**Work instruction**
Each line below with the string "Marginal" should be copied.

**Source information**

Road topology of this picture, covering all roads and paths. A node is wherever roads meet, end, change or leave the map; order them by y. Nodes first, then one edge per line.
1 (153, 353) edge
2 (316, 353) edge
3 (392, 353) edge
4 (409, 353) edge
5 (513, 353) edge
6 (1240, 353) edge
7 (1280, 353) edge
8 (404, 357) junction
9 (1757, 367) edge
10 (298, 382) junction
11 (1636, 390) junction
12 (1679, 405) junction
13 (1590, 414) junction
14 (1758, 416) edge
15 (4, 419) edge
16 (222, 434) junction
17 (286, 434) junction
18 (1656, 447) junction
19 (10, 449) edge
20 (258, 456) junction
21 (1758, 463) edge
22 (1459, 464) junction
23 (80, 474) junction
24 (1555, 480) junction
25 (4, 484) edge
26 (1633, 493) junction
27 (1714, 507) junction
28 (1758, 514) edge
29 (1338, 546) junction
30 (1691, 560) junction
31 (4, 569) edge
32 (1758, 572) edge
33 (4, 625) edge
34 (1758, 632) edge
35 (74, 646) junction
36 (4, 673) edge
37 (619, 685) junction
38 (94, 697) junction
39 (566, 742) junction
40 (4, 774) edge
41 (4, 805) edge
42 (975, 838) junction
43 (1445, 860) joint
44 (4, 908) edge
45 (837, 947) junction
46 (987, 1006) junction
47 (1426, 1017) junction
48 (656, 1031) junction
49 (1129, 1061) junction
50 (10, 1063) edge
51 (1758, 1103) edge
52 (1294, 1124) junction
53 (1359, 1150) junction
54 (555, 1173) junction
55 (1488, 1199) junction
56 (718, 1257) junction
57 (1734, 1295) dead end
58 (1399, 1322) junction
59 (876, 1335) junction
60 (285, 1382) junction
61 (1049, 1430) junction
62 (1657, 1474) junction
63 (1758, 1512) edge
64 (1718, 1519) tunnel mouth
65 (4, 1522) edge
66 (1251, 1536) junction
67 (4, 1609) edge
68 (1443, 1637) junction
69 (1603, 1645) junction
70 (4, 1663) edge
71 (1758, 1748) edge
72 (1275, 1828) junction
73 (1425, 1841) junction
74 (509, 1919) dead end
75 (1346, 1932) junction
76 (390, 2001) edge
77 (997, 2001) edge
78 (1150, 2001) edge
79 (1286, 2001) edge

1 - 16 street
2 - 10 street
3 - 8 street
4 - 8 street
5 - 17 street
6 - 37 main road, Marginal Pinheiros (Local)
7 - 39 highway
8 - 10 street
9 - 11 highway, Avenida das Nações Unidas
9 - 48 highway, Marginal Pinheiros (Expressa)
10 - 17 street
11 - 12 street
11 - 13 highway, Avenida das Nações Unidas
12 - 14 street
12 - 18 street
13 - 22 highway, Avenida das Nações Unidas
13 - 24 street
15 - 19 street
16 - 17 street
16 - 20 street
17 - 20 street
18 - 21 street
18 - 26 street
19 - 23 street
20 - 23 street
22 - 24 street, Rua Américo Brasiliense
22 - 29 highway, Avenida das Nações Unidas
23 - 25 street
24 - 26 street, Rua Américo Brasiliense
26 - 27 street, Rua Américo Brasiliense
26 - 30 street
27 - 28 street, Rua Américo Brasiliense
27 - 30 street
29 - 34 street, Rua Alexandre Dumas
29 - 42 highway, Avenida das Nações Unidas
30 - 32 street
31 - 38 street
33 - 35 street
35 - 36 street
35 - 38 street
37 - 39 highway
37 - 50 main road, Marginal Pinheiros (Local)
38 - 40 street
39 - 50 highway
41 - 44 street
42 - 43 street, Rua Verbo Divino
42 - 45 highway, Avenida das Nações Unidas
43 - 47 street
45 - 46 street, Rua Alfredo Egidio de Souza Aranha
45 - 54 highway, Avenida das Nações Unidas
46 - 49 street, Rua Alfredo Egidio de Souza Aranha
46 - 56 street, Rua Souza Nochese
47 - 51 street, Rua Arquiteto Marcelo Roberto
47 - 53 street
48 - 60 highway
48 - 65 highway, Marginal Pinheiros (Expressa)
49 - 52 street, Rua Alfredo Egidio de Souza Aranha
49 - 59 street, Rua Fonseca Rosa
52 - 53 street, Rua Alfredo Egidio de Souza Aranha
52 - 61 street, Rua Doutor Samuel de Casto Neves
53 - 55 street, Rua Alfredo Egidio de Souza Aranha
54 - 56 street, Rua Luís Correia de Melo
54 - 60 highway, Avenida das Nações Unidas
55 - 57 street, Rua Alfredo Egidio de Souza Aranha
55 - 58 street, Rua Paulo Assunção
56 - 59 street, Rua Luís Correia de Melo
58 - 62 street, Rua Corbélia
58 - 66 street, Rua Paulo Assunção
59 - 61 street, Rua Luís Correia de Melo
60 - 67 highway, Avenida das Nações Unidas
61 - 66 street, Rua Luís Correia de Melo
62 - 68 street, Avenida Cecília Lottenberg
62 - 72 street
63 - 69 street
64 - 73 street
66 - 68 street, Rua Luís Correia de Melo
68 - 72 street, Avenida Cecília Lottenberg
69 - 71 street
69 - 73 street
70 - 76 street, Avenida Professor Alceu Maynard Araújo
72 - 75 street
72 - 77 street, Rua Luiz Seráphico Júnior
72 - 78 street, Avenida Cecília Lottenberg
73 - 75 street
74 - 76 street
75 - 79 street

**Response to the exercise**
6 - 37 main road, Marginal Pinheiros (Local)
9 - 48 highway, Marginal Pinheiros (Expressa)
37 - 50 main road, Marginal Pinheiros (Local)
48 - 65 highway, Marginal Pinheiros (Expressa)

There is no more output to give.